------ RAW DATA

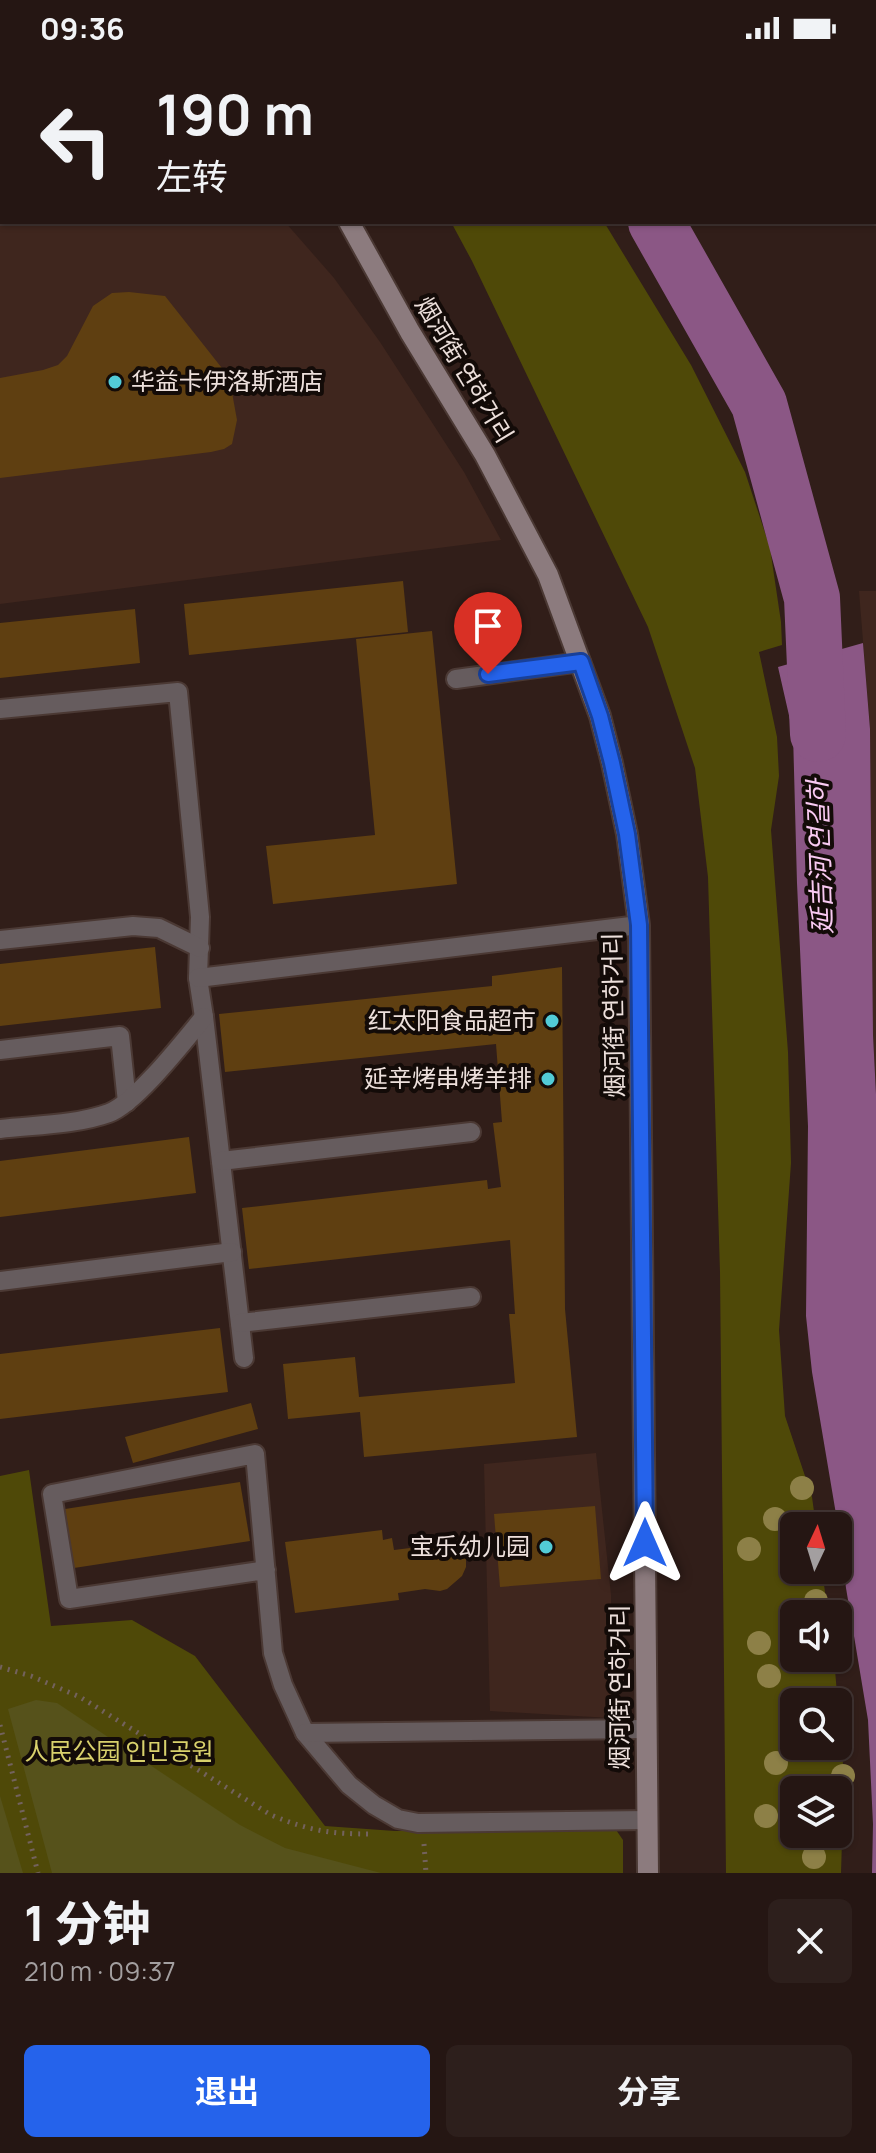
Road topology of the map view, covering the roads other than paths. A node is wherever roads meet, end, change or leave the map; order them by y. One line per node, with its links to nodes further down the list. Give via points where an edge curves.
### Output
1 (350, 224): 2 (street, 烟河街 연하거리, via 485,455 548,575)
2 (581, 662): 3 (lane); 5 (street, 烟河街 연하거리, via 612,763)
3 (456, 679)
4 (0, 709): 7 (lane, via 178,692)
5 (639, 925): 8 (lane); 21 (street, 烟河街 연하거리)
6 (0, 940): 7 (lane, via 133,926 159,928)
7 (200, 948): 8 (lane)
8 (198, 978): 9 (lane)
9 (204, 1017): 11 (lane); 14 (lane)
10 (0, 1050): 11 (lane, via 120,1036)
11 (127, 1102): 12 (lane, via 87,1118)
12 (0, 1129)
13 (471, 1132): 14 (lane)
14 (221, 1161): 15 (lane)
15 (232, 1252): 16 (lane); 18 (lane)
16 (0, 1281)
17 (471, 1297): 18 (lane)
18 (240, 1323): 19 (lane)
19 (244, 1358)
20 (266, 1570): 20 (lane, via 255,1454 52,1494 69,1599); 22 (lane, via 273,1653)
21 (646, 1729): 22 (lane); 23 (street, 烟河街 연하거리)
22 (305, 1733): 23 (lane, via 349,1785 398,1819)
23 (647, 1820): 24 (street, 烟河街 연하거리)
24 (648, 1873)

------------

Once the pictures are set aside, write out each record exactly.

Road topology of the map view, covering the roads other than paths. A node is wherever roads meet, end, change or leave the map; order them by y. One line per node, with its links to nodes further down the list. Give via points where an edge curves.
### Output
1 (350, 224): 2 (street, 烟河街 연하거리, via 485,455 548,575)
2 (581, 662): 3 (lane); 5 (street, 烟河街 연하거리, via 612,763)
3 (456, 679)
4 (0, 709): 7 (lane, via 178,692)
5 (639, 925): 8 (lane); 21 (street, 烟河街 연하거리)
6 (0, 940): 7 (lane, via 133,926 159,928)
7 (200, 948): 8 (lane)
8 (198, 978): 9 (lane)
9 (204, 1017): 11 (lane); 14 (lane)
10 (0, 1050): 11 (lane, via 120,1036)
11 (127, 1102): 12 (lane, via 87,1118)
12 (0, 1129)
13 (471, 1132): 14 (lane)
14 (221, 1161): 15 (lane)
15 (232, 1252): 16 (lane); 18 (lane)
16 (0, 1281)
17 (471, 1297): 18 (lane)
18 (240, 1323): 19 (lane)
19 (244, 1358)
20 (266, 1570): 20 (lane, via 255,1454 52,1494 69,1599); 22 (lane, via 273,1653)
21 (646, 1729): 22 (lane); 23 (street, 烟河街 연하거리)
22 (305, 1733): 23 (lane, via 349,1785 398,1819)
23 (647, 1820): 24 (street, 烟河街 연하거리)
24 (648, 1873)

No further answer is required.